→ Aim of the exercise
Extract all lines that hold "Corners" from the records below.

[[ Data open ]]

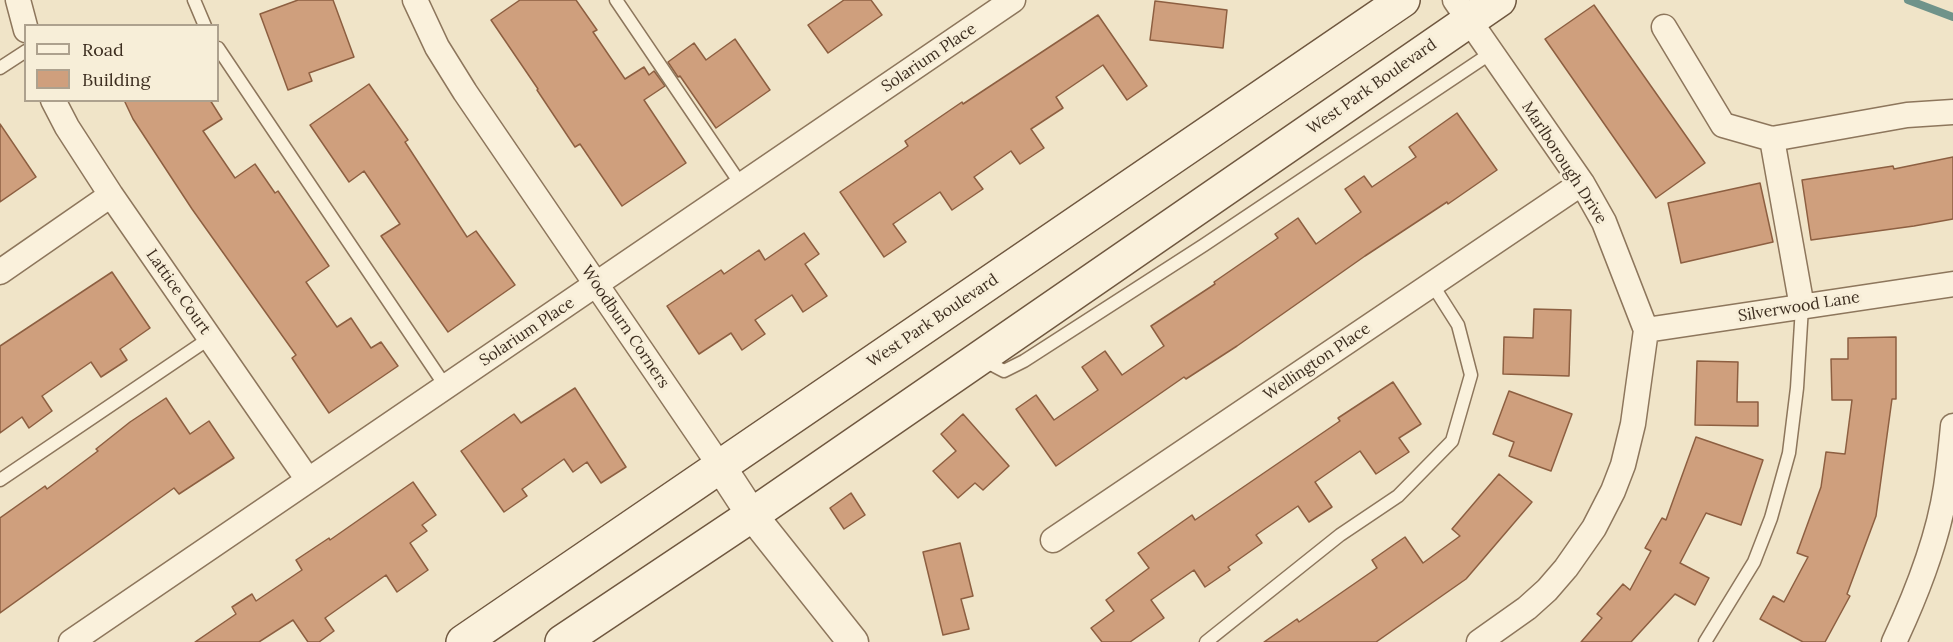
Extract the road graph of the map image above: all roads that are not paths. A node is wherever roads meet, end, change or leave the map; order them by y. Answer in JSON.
{"nodes":[{"id":1,"x":18,"y":0,"type":"edge"},
{"id":2,"x":194,"y":0,"type":"edge"},
{"id":3,"x":415,"y":0,"type":"edge"},
{"id":4,"x":616,"y":0,"type":"edge"},
{"id":5,"x":1013,"y":0,"type":"edge"},
{"id":6,"x":1402,"y":0,"type":"edge"},
{"id":7,"x":1499,"y":0,"type":"edge"},
{"id":8,"x":1462,"y":10,"type":"edge"},
{"id":9,"x":24,"y":24,"type":"edge"},
{"id":10,"x":204,"y":24,"type":"edge"},
{"id":11,"x":1665,"y":27,"type":"dead end"},
{"id":12,"x":219,"y":49,"type":"edge"},
{"id":13,"x":24,"y":52,"type":"edge"},
{"id":14,"x":1491,"y":53,"type":"junction"},
{"id":15,"x":0,"y":68,"type":"edge"},
{"id":16,"x":54,"y":102,"type":"edge"},
{"id":17,"x":1953,"y":112,"type":"edge"},
{"id":18,"x":1772,"y":139,"type":"junction"},
{"id":19,"x":1582,"y":183,"type":"junction"},
{"id":20,"x":742,"y":186,"type":"junction"},
{"id":21,"x":111,"y":195,"type":"junction"},
{"id":22,"x":0,"y":272,"type":"edge"},
{"id":23,"x":1432,"y":284,"type":"junction"},
{"id":24,"x":1953,"y":284,"type":"edge"},
{"id":25,"x":597,"y":285,"type":"junction"},
{"id":26,"x":1802,"y":307,"type":"junction"},
{"id":27,"x":1646,"y":330,"type":"junction"},
{"id":28,"x":210,"y":338,"type":"junction"},
{"id":29,"x":979,"y":358,"type":"junction"},
{"id":30,"x":446,"y":387,"type":"junction"},
{"id":31,"x":1953,"y":426,"type":"edge"},
{"id":32,"x":720,"y":466,"type":"junction"},
{"id":33,"x":0,"y":480,"type":"edge"},
{"id":34,"x":308,"y":480,"type":"junction"},
{"id":35,"x":752,"y":515,"type":"junction"},
{"id":36,"x":1053,"y":540,"type":"dead end"},
{"id":37,"x":71,"y":642,"type":"edge"},
{"id":38,"x":464,"y":642,"type":"edge"},
{"id":39,"x":562,"y":642,"type":"edge"},
{"id":40,"x":853,"y":642,"type":"edge"},
{"id":41,"x":1206,"y":642,"type":"edge"},
{"id":42,"x":1479,"y":642,"type":"edge"},
{"id":43,"x":1705,"y":642,"type":"edge"},
{"id":44,"x":1894,"y":642,"type":"edge"}],
"edges":[{"from":1,"to":9,"type":"street"},
{"from":2,"to":10,"type":"lane"},
{"from":3,"to":25,"type":"street","name":"Woodburn Corners"},
{"from":4,"to":20,"type":"lane"},
{"from":5,"to":20,"type":"street","name":"Solarium Place"},
{"from":6,"to":32,"type":"main road","name":"West Park Boulevard"},
{"from":7,"to":8,"type":"main road","name":"West Park Boulevard"},
{"from":8,"to":14,"type":"street","name":"Marlborough Drive"},
{"from":8,"to":29,"type":"main road","name":"West Park Boulevard"},
{"from":11,"to":18,"type":"street"},
{"from":12,"to":30,"type":"lane"},
{"from":13,"to":15,"type":"lane"},
{"from":14,"to":19,"type":"street","name":"Marlborough Drive"},
{"from":14,"to":29,"type":"lane"},
{"from":16,"to":21,"type":"street","name":"Lattice Court"},
{"from":17,"to":18,"type":"street"},
{"from":18,"to":26,"type":"street"},
{"from":19,"to":23,"type":"street","name":"Wellington Place"},
{"from":19,"to":27,"type":"street","name":"Marlborough Drive"},
{"from":20,"to":25,"type":"street","name":"Solarium Place"},
{"from":21,"to":22,"type":"street"},
{"from":21,"to":28,"type":"street","name":"Lattice Court"},
{"from":23,"to":36,"type":"street","name":"Wellington Place"},
{"from":23,"to":41,"type":"lane"},
{"from":24,"to":26,"type":"street","name":"Silverwood Lane"},
{"from":25,"to":30,"type":"street","name":"Solarium Place"},
{"from":25,"to":32,"type":"street","name":"Woodburn Corners"},
{"from":26,"to":27,"type":"street","name":"Silverwood Lane"},
{"from":26,"to":43,"type":"lane"},
{"from":27,"to":42,"type":"street","name":"Marlborough Drive"},
{"from":28,"to":33,"type":"lane"},
{"from":28,"to":34,"type":"street","name":"Lattice Court"},
{"from":29,"to":35,"type":"main road","name":"West Park Boulevard"},
{"from":30,"to":34,"type":"street","name":"Solarium Place"},
{"from":31,"to":44,"type":"street"},
{"from":32,"to":35,"type":"street","name":"Woodburn Corners"},
{"from":32,"to":38,"type":"main road","name":"West Park Boulevard"},
{"from":34,"to":37,"type":"street","name":"Solarium Place"},
{"from":35,"to":39,"type":"main road","name":"West Park Boulevard"},
{"from":35,"to":40,"type":"street","name":"Woodburn Corners"}]}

[[ Data closed ]]

→ Output for this exercise
{"from":3,"to":25,"type":"street","name":"Woodburn Corners"},
{"from":25,"to":32,"type":"street","name":"Woodburn Corners"},
{"from":32,"to":35,"type":"street","name":"Woodburn Corners"},
{"from":35,"to":40,"type":"street","name":"Woodburn Corners"}]}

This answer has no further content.